I will admit I don't have a solid intuition for matrices used for rotations,
flips, etc. (outside of basic 2x2 examples). This can be a disadvantage, even
if one pursues a purely computational approach to linear algebra. For
instance, it took me a little longer to understand numerical techniques like
Householder transformations.
[https://en.wikipedia.org/wiki/Householder_transformation](https://en.wikipedia.org/wiki/Householder_transformation)

That said, I want to also say something in defense of the purely algebraic
approach. In higher dimensions, there is no geometric analogy and people who
rely on geometry alone find themselves unable to think abstractly in higher
dimensions. To me, matrices and vectors are the building blocks for
multivariate generalizations of familiar relationships.
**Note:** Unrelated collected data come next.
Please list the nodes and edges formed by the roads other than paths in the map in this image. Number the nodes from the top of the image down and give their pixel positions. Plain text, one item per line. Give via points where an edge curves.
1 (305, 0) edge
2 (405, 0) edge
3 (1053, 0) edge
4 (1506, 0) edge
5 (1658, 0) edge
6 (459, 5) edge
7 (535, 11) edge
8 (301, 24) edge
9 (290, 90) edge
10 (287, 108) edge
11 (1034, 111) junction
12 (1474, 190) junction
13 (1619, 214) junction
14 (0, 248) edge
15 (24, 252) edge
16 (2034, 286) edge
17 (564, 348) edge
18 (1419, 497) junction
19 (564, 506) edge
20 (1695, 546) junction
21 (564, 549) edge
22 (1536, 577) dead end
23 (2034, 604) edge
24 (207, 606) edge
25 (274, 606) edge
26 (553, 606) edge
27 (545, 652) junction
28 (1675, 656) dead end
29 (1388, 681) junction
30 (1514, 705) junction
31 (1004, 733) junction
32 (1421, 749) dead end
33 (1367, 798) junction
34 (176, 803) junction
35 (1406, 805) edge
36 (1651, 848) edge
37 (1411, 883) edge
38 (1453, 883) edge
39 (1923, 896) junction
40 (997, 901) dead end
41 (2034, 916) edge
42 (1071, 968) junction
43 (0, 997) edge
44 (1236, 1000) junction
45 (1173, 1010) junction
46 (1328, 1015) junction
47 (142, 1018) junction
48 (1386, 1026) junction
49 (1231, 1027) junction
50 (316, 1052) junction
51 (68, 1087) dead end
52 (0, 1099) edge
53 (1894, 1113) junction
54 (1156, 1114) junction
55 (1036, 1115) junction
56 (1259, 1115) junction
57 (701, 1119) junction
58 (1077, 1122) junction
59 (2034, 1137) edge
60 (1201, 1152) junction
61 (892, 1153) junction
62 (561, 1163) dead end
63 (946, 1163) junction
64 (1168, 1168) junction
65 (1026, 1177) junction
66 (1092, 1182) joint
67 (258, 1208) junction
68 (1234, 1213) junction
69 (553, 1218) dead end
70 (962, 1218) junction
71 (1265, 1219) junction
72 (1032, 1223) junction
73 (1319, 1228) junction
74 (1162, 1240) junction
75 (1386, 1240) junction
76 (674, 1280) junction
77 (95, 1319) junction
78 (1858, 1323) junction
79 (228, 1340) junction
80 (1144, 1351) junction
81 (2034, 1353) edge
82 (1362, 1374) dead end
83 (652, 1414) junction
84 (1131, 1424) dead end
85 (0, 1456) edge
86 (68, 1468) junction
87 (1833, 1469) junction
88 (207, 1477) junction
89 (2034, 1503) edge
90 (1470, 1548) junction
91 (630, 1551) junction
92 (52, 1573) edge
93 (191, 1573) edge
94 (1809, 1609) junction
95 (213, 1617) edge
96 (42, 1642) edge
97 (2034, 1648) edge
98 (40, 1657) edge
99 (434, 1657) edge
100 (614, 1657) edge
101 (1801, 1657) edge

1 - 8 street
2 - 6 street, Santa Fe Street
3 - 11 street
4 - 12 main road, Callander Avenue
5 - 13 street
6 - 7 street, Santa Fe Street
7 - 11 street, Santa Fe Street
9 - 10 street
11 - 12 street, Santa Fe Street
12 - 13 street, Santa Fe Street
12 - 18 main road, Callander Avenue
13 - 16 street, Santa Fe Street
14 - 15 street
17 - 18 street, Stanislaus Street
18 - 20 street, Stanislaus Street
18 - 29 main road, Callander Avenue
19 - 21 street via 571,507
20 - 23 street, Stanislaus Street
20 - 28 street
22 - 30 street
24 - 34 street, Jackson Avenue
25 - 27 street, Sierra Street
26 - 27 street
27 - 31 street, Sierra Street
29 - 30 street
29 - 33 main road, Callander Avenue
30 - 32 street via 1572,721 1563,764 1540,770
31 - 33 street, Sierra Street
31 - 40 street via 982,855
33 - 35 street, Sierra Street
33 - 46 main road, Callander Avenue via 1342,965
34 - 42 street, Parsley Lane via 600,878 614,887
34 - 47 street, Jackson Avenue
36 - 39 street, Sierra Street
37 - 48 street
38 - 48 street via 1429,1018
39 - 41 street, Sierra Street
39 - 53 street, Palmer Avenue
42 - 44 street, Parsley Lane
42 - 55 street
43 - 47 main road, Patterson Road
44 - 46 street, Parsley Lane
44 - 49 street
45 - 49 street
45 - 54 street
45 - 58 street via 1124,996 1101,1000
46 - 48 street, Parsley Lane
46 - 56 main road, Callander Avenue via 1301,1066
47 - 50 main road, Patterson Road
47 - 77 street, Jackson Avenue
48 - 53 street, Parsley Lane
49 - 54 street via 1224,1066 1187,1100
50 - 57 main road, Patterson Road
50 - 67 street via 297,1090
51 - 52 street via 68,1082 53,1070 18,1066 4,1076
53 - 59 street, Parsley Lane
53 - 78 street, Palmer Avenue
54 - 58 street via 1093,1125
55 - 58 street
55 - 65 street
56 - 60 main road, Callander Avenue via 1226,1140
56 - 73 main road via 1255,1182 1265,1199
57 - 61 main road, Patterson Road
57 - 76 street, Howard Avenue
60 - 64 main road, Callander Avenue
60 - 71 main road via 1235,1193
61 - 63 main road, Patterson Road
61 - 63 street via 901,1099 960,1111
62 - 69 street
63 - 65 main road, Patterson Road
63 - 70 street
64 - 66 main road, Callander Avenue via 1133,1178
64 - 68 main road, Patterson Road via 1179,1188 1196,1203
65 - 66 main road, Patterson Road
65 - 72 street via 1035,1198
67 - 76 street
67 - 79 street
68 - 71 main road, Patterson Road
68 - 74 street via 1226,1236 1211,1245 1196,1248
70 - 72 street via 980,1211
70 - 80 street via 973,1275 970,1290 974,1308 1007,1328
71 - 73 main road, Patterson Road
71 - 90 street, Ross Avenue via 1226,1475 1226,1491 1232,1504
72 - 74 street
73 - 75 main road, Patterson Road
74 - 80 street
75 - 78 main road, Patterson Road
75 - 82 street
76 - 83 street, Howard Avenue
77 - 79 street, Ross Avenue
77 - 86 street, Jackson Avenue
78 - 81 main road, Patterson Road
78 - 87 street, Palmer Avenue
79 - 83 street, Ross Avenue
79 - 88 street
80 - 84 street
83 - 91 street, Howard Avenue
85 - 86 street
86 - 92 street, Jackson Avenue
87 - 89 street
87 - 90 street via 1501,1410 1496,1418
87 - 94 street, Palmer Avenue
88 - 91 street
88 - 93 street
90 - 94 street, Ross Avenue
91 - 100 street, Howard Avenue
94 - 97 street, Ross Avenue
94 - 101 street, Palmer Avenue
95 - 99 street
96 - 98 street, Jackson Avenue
The algebraic approach
meant I was comfortable dealing with complicated high dimensional objects that
weren't amenable to visualization.

I believe intuitions are good for laying a foundation, but abstractions are
necessary for generalization and for building larger theoretical systems.
Intuitive constructs can only get you so far. If I'm not mistaken, this was
what Bourbaki group strove for; that is, to move mathematics past the
intuitionist approaches of the day to a solid theoretical foundation built
upon abstractions. There are pros and cons, but arguably without this
foundation, mathematics might not have grown in the way it did.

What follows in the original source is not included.